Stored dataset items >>
========================

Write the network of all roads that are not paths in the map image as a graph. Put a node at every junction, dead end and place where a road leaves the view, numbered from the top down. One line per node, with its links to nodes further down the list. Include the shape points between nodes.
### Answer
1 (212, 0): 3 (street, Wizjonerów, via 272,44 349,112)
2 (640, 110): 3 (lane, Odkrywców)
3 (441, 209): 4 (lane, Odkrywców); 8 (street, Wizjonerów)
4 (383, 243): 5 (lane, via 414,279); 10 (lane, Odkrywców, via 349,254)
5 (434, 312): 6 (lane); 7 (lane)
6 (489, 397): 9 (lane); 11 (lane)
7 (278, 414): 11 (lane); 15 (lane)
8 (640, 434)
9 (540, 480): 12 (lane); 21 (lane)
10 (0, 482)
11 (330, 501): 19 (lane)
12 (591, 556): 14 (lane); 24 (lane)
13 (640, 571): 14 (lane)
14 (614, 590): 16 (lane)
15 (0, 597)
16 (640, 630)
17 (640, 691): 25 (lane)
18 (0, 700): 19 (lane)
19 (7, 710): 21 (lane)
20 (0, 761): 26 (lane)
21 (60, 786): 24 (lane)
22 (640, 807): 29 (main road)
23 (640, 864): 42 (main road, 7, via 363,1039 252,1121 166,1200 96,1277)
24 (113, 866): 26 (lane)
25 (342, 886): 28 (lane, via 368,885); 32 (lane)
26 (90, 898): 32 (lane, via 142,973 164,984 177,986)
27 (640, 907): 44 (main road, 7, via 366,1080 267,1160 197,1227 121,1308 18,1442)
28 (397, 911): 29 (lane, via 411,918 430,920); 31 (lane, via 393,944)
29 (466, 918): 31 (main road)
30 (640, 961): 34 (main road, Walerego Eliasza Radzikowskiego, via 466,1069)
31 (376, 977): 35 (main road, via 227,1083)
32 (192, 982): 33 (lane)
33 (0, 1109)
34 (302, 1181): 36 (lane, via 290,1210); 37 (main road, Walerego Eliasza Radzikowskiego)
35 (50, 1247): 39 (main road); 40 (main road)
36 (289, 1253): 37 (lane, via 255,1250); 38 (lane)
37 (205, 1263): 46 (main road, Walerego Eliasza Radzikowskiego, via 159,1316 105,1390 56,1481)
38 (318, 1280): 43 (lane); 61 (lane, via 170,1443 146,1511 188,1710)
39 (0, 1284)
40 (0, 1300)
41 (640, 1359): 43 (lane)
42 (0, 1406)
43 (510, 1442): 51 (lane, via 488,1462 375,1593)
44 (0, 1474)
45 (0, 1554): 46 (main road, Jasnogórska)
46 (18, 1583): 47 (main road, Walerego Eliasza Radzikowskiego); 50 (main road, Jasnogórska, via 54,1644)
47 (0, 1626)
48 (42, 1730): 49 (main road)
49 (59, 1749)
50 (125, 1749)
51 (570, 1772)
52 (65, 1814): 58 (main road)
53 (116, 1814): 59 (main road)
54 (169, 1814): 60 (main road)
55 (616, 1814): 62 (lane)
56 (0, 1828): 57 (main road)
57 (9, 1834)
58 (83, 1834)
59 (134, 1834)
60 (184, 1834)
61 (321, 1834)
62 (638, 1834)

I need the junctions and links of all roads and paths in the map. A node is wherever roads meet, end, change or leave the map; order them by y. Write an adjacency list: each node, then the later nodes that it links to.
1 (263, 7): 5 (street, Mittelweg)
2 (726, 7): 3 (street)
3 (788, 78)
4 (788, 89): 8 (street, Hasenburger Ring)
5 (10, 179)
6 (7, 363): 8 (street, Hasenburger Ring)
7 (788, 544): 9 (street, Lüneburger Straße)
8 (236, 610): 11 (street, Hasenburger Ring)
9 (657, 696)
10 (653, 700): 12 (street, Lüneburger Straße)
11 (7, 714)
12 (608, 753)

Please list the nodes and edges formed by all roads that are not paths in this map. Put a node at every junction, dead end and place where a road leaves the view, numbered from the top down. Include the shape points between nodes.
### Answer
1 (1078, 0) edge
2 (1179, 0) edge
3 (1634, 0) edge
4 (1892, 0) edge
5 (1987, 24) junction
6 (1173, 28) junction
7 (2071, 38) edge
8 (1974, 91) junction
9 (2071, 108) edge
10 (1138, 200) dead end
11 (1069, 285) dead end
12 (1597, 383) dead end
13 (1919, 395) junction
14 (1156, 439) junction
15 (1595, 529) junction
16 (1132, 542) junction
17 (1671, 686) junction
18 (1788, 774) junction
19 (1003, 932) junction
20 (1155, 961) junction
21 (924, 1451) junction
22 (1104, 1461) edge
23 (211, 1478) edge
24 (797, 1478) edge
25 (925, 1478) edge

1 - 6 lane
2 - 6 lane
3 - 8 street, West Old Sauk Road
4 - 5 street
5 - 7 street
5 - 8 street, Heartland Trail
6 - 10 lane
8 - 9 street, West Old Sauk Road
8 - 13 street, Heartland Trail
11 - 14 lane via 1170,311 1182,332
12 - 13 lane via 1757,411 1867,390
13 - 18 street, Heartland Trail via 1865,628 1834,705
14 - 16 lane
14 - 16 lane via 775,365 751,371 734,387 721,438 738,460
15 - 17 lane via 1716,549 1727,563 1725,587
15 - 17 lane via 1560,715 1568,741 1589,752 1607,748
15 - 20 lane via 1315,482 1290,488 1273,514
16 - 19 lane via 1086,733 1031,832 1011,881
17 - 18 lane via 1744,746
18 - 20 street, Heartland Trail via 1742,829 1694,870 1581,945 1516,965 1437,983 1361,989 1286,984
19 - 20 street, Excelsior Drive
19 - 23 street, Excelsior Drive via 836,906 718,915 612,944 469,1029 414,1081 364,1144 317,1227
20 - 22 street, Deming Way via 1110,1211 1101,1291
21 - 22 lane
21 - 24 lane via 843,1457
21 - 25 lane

========================

YOUR ASSIGNMENT >> The response should contain each record above, retyped exactly.

RESPONSE TO THE TASK >>
Write the network of all roads that are not paths in the map image as a graph. Put a node at every junction, dead end and place where a road leaves the view, numbered from the top down. One line per node, with its links to nodes further down the list. Include the shape points between nodes.
### Answer
1 (212, 0): 3 (street, Wizjonerów, via 272,44 349,112)
2 (640, 110): 3 (lane, Odkrywców)
3 (441, 209): 4 (lane, Odkrywców); 8 (street, Wizjonerów)
4 (383, 243): 5 (lane, via 414,279); 10 (lane, Odkrywców, via 349,254)
5 (434, 312): 6 (lane); 7 (lane)
6 (489, 397): 9 (lane); 11 (lane)
7 (278, 414): 11 (lane); 15 (lane)
8 (640, 434)
9 (540, 480): 12 (lane); 21 (lane)
10 (0, 482)
11 (330, 501): 19 (lane)
12 (591, 556): 14 (lane); 24 (lane)
13 (640, 571): 14 (lane)
14 (614, 590): 16 (lane)
15 (0, 597)
16 (640, 630)
17 (640, 691): 25 (lane)
18 (0, 700): 19 (lane)
19 (7, 710): 21 (lane)
20 (0, 761): 26 (lane)
21 (60, 786): 24 (lane)
22 (640, 807): 29 (main road)
23 (640, 864): 42 (main road, 7, via 363,1039 252,1121 166,1200 96,1277)
24 (113, 866): 26 (lane)
25 (342, 886): 28 (lane, via 368,885); 32 (lane)
26 (90, 898): 32 (lane, via 142,973 164,984 177,986)
27 (640, 907): 44 (main road, 7, via 366,1080 267,1160 197,1227 121,1308 18,1442)
28 (397, 911): 29 (lane, via 411,918 430,920); 31 (lane, via 393,944)
29 (466, 918): 31 (main road)
30 (640, 961): 34 (main road, Walerego Eliasza Radzikowskiego, via 466,1069)
31 (376, 977): 35 (main road, via 227,1083)
32 (192, 982): 33 (lane)
33 (0, 1109)
34 (302, 1181): 36 (lane, via 290,1210); 37 (main road, Walerego Eliasza Radzikowskiego)
35 (50, 1247): 39 (main road); 40 (main road)
36 (289, 1253): 37 (lane, via 255,1250); 38 (lane)
37 (205, 1263): 46 (main road, Walerego Eliasza Radzikowskiego, via 159,1316 105,1390 56,1481)
38 (318, 1280): 43 (lane); 61 (lane, via 170,1443 146,1511 188,1710)
39 (0, 1284)
40 (0, 1300)
41 (640, 1359): 43 (lane)
42 (0, 1406)
43 (510, 1442): 51 (lane, via 488,1462 375,1593)
44 (0, 1474)
45 (0, 1554): 46 (main road, Jasnogórska)
46 (18, 1583): 47 (main road, Walerego Eliasza Radzikowskiego); 50 (main road, Jasnogórska, via 54,1644)
47 (0, 1626)
48 (42, 1730): 49 (main road)
49 (59, 1749)
50 (125, 1749)
51 (570, 1772)
52 (65, 1814): 58 (main road)
53 (116, 1814): 59 (main road)
54 (169, 1814): 60 (main road)
55 (616, 1814): 62 (lane)
56 (0, 1828): 57 (main road)
57 (9, 1834)
58 (83, 1834)
59 (134, 1834)
60 (184, 1834)
61 (321, 1834)
62 (638, 1834)

I need the junctions and links of all roads and paths in the map. A node is wherever roads meet, end, change or leave the map; order them by y. Write an adjacency list: each node, then the later nodes that it links to.
1 (263, 7): 5 (street, Mittelweg)
2 (726, 7): 3 (street)
3 (788, 78)
4 (788, 89): 8 (street, Hasenburger Ring)
5 (10, 179)
6 (7, 363): 8 (street, Hasenburger Ring)
7 (788, 544): 9 (street, Lüneburger Straße)
8 (236, 610): 11 (street, Hasenburger Ring)
9 (657, 696)
10 (653, 700): 12 (street, Lüneburger Straße)
11 (7, 714)
12 (608, 753)

Please list the nodes and edges formed by all roads that are not paths in this map. Put a node at every junction, dead end and place where a road leaves the view, numbered from the top down. Include the shape points between nodes.
### Answer
1 (1078, 0) edge
2 (1179, 0) edge
3 (1634, 0) edge
4 (1892, 0) edge
5 (1987, 24) junction
6 (1173, 28) junction
7 (2071, 38) edge
8 (1974, 91) junction
9 (2071, 108) edge
10 (1138, 200) dead end
11 (1069, 285) dead end
12 (1597, 383) dead end
13 (1919, 395) junction
14 (1156, 439) junction
15 (1595, 529) junction
16 (1132, 542) junction
17 (1671, 686) junction
18 (1788, 774) junction
19 (1003, 932) junction
20 (1155, 961) junction
21 (924, 1451) junction
22 (1104, 1461) edge
23 (211, 1478) edge
24 (797, 1478) edge
25 (925, 1478) edge

1 - 6 lane
2 - 6 lane
3 - 8 street, West Old Sauk Road
4 - 5 street
5 - 7 street
5 - 8 street, Heartland Trail
6 - 10 lane
8 - 9 street, West Old Sauk Road
8 - 13 street, Heartland Trail
11 - 14 lane via 1170,311 1182,332
12 - 13 lane via 1757,411 1867,390
13 - 18 street, Heartland Trail via 1865,628 1834,705
14 - 16 lane
14 - 16 lane via 775,365 751,371 734,387 721,438 738,460
15 - 17 lane via 1716,549 1727,563 1725,587
15 - 17 lane via 1560,715 1568,741 1589,752 1607,748
15 - 20 lane via 1315,482 1290,488 1273,514
16 - 19 lane via 1086,733 1031,832 1011,881
17 - 18 lane via 1744,746
18 - 20 street, Heartland Trail via 1742,829 1694,870 1581,945 1516,965 1437,983 1361,989 1286,984
19 - 20 street, Excelsior Drive
19 - 23 street, Excelsior Drive via 836,906 718,915 612,944 469,1029 414,1081 364,1144 317,1227
20 - 22 street, Deming Way via 1110,1211 1101,1291
21 - 22 lane
21 - 24 lane via 843,1457
21 - 25 lane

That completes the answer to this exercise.